Now comes the question: is it possible to activate Nvidia’s Adaptive-Sync technology on a FreeSync display that hasn’t been certified as G-Sync Compatible? Let’s find out!

How Nvidia G-Sync Works on AMD FreeSync Monitors

To maintain exclusivity of its proprietary Adaptive-Sync solution, Nvidia’s G-Sync technology has been categorized across three different tiers: G-Sync, G-Sync Compatible, and G-Sync Ultimate. While both G-Sync and G-Sync Ultimate monitors feature a dedicated module to drive VRR, G-Sync Compatible monitors are essentially FreeSync panels that have been validated by Nvidia to run G-Sync through its rigorous testing methodology.

Trait

G-Sync Ultimate

G-Sync

G-Sync Compatible

Validated for Artifact-Free Experience

Yes

Yes

Yes

Certified with 300+ Image Quality Tests

Yes

Yes

No

Certified for “Likelike HDR” (~1000 nits Brightness with HDR)

Yes

No

No

Variable Overdrive Support

Yes

Yes

No

Ultra-Low Motion Blur & Overclocking Support

Yes

Yes

No

In case you’re wondering, Nvidia’s G-Sync Compatibility program, which was introduced back in 2019, aims to certify a wide range of FreeSync monitors based on specific parameters. For starters, every G-Sync Compatible monitor should be able to deliver a baseline VRR experience without incurring any visual artifacts such as pulsing, flickering, blanking, or ghosting.

Furthermore, the retroactive program also validates whether a FreeSync display can operate across a VRR range of at least 2.4:1. Such calculations are performed by dividing the maximum refresh rate of a monitor to its minimum refresh rate within the VRR range.

For instance, if your FreeSync monitor supports a wide VRR range of 48-144Hz, which is greater than Nvidia’s recommended value of 2.4, G-Sync functionality should be enabled right out-of-the-box. However, if the minimum VRR range went up to 75Hz, which does not comply with Nvidia’s VRR threshold, the display loses an official “G-Sync Compatible” certification.

As of November 2022, Nvidia has validated over 150 FreeSync monitors that can run G-Sync at an adequate VRR range.
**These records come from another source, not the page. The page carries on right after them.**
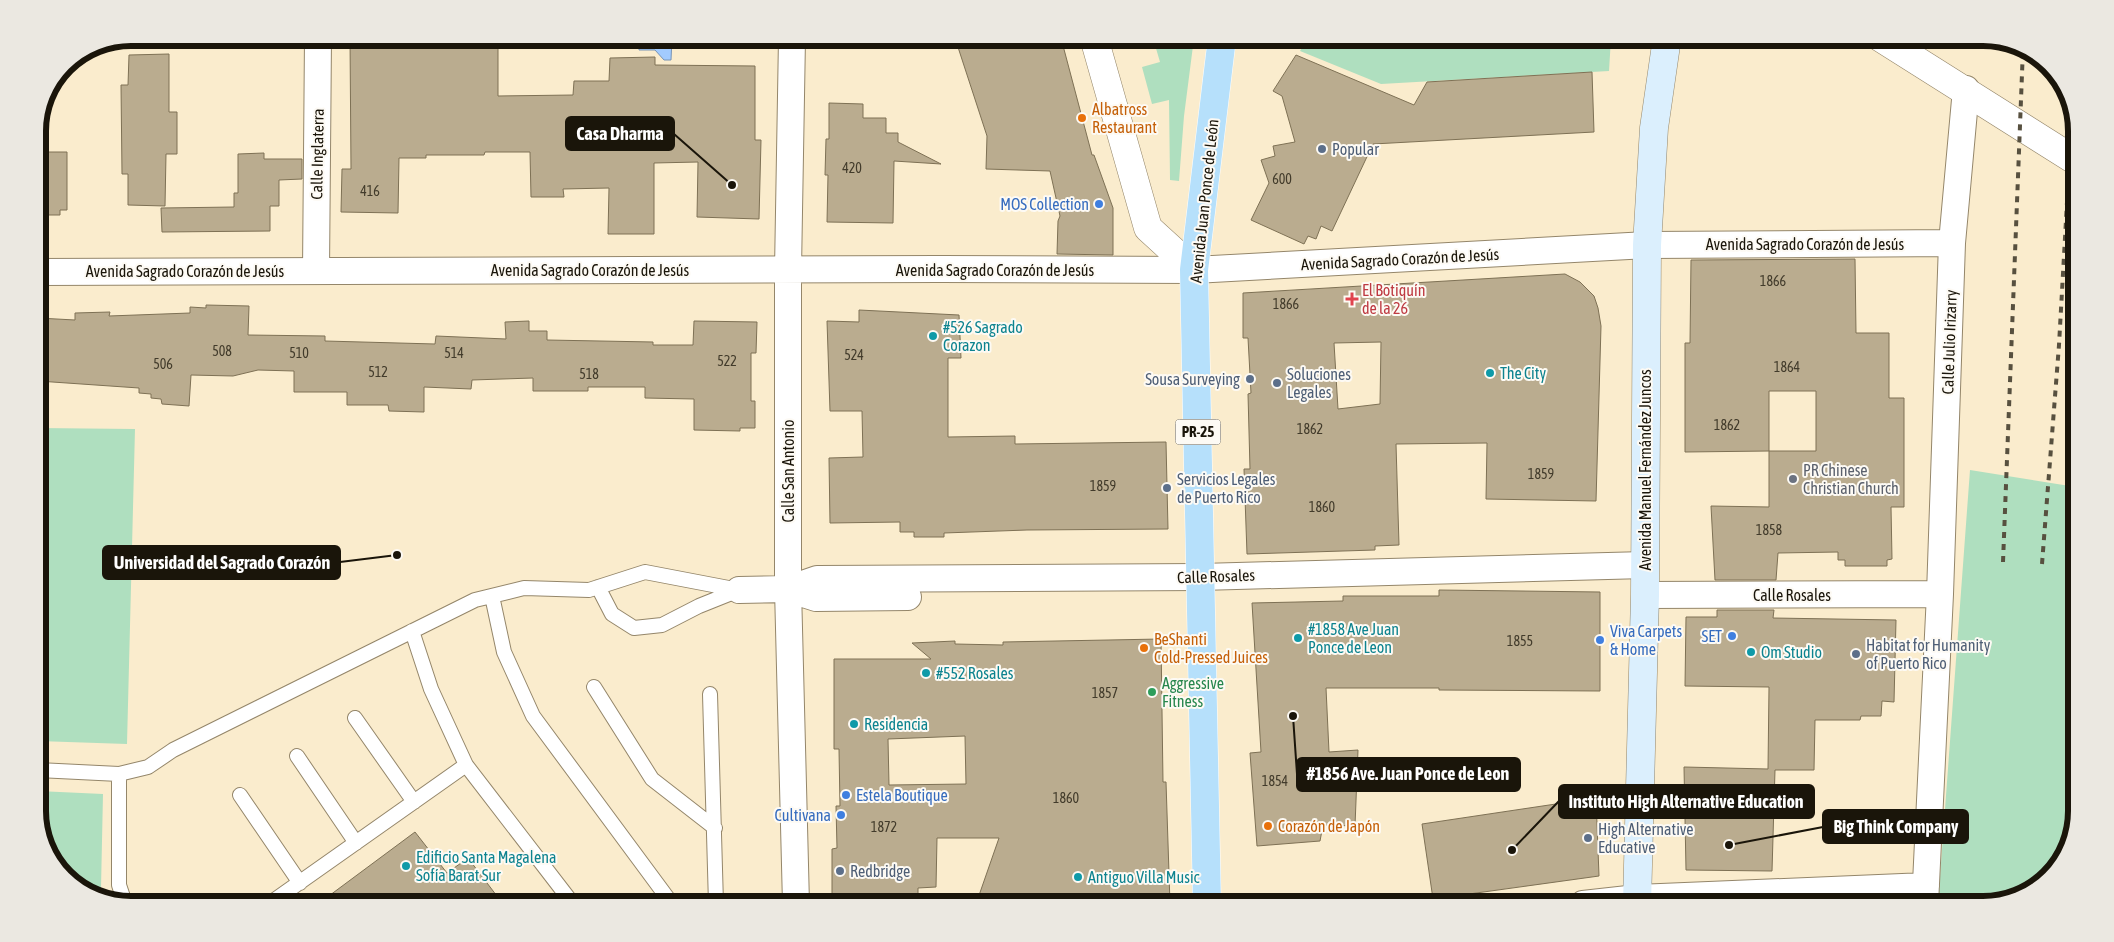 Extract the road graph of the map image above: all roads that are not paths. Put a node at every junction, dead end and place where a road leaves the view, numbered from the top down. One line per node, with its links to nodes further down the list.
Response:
1 (318, 46): 13 (street, Calle Inglaterra)
2 (792, 46): 11 (street, Calle San Antonio)
3 (1096, 46): 12 (street)
4 (1221, 46): 12 (main road, Avenida Juan Ponce de León / PR-25)
5 (1666, 46): 10 (main road, Avenida Manuel Fernández Juncos)
6 (1894, 46): 7 (street)
7 (1966, 89): 8 (street); 9 (street, Calle Julio Irizarry)
8 (2068, 156)
9 (1952, 242): 10 (street, Avenida Sagrado Corazón de Jesús); 20 (street, Calle Julio Irizarry)
10 (1647, 245): 12 (street, Avenida Sagrado Corazón de Jesús); 15 (main road, Avenida Manuel Fernández Juncos)
11 (788, 270): 12 (street, Avenida Sagrado Corazón de Jesús); 13 (street, Avenida Sagrado Corazón de Jesús); 18 (street, Calle San Antonio)
12 (1194, 270): 16 (main road, Avenida Juan Ponce de León / PR-25)
13 (316, 271): 14 (street, Avenida Sagrado Corazón de Jesús)
14 (46, 272)
15 (1645, 565): 16 (street, Calle Rosales); 22 (main road, Avenida Manuel Fernández Juncos)
16 (1201, 585): 18 (street, Calle Rosales); 43 (main road, Avenida Juan Ponce de León / PR-25)
17 (598, 587): 19 (lane); 19 (lane); 21 (lane)
18 (788, 589): 19 (street, Calle Rosales); 42 (street, Calle San Antonio)
19 (739, 590)
20 (1940, 594): 22 (street, Calle Rosales); 37 (street, Calle Julio Irizarry)
21 (492, 596): 23 (lane); 40 (lane)
22 (1645, 596): 44 (main road, Avenida Manuel Fernández Juncos)
23 (412, 631): 28 (lane); 30 (lane)
24 (594, 687): 33 (lane)
25 (710, 694): 33 (lane)
26 (355, 718): 32 (lane)
27 (297, 756): 34 (lane)
28 (466, 765): 32 (lane); 39 (lane)
29 (46, 770): 30 (lane)
30 (119, 774): 36 (lane)
31 (240, 795): 35 (lane)
32 (414, 802): 34 (lane)
33 (715, 828): 41 (lane)
34 (356, 843): 35 (lane)
35 (300, 883): 38 (lane)
36 (122, 895)
37 (1926, 895): 45 (street)
38 (281, 896)
39 (568, 896)
40 (666, 896)
41 (716, 896)
42 (796, 896)
43 (1207, 896)
44 (1637, 896)
45 (1878, 896)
For more information, check out Nvidia’s official list of FreeSync monitors that have been certified as G-Sync Compatible.
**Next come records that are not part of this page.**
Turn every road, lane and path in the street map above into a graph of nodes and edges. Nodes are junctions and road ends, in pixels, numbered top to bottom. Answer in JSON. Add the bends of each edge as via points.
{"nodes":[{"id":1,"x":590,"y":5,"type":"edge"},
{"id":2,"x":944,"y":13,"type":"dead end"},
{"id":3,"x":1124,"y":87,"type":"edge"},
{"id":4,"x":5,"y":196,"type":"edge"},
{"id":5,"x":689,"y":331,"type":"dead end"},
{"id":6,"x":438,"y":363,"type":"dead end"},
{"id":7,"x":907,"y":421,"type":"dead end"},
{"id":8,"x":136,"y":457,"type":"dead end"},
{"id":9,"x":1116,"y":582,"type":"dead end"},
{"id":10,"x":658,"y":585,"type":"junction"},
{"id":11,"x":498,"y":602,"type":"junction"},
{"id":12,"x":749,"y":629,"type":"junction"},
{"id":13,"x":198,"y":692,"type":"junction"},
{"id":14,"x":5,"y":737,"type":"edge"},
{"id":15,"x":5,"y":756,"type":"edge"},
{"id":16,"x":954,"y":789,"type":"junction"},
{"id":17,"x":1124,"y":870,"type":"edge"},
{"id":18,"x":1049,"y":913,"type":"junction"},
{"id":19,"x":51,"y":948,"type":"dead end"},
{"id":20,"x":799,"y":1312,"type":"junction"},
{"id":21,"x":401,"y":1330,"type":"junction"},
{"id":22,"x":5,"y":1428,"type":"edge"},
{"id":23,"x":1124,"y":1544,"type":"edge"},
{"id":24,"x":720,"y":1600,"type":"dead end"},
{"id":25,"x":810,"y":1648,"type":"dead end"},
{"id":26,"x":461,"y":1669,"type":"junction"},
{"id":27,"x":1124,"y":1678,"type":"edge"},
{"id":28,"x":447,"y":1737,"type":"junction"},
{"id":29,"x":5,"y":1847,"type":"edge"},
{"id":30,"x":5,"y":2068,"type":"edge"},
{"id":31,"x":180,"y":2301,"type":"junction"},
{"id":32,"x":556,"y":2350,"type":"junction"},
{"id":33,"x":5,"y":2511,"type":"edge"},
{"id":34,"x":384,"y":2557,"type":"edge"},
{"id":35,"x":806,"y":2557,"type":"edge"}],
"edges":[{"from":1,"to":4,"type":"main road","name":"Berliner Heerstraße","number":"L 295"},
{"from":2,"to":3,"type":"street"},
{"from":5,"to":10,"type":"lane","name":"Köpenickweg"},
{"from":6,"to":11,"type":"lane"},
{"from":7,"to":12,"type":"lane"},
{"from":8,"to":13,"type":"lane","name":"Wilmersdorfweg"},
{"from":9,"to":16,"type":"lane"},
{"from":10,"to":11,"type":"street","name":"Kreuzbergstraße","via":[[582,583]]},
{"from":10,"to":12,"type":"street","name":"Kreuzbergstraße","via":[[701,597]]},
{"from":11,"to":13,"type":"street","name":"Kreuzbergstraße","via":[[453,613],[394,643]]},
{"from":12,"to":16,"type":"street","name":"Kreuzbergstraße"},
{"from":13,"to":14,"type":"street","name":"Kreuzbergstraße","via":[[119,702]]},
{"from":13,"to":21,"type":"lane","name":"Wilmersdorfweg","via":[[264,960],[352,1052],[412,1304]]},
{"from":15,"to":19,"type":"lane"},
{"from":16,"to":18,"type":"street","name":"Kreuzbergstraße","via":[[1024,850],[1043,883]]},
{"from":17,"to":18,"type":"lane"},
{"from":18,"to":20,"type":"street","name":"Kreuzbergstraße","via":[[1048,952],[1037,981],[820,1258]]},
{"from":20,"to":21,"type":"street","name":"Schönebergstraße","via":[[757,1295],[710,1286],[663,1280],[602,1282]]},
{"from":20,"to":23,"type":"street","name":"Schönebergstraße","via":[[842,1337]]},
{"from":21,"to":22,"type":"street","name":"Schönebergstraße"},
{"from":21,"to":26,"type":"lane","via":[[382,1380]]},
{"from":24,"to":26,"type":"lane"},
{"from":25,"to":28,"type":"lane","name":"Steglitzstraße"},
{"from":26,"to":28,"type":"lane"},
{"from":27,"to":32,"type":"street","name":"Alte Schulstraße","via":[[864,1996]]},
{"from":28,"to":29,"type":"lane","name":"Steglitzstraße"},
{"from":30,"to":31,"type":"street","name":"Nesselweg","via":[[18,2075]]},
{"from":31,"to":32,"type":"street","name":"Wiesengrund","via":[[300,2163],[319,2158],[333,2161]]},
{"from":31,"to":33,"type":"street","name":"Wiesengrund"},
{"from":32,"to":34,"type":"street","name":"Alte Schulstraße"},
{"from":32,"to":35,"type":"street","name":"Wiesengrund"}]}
Although official G-Sync Compatibility has its perks on quite a few occasions, it is possible to drive Nvidia’s Adaptive-Sync solution on most non-certified FreeSync monitors, provided that you possess the right set of hardware. Since both FreeSync and G-Sync technologies support VESA’s (Video Electronics Standards Association) Adaptive-Sync protocol, any limitations that you might face are based solely on the manufacturing standards.

Nvidia G-Sync on AMD FreeSync Monitors: Setup and Compatibility

Unlike AMD’s FreeSync implementation, which works on both HDMI and DisplayPort (over USB Type-C as well), Nvidia’s proprietary Adaptive-Sync solution seems somewhat limited in terms of connectivity. For G-Sync to work on a FreeSync display, ensure that your system meets the following requirements:

  • Connection Options: DisplayPort 1.2 (or higher) for AMD FreeSync monitors. HDMI 2.0/2.1 support for G-Sync Compatible TVs and BFGD (Big Format Gaming Displays).
  • Supported Graphics Cards: Nvidia GeForce GTX 10/16-Series and RTX 20/30/40-Series GPUs.
  • Driver Support: GeForce Game Ready Driver Version 417.71 (or newer).
  • Operating System: Windows 10/11 (64-bit)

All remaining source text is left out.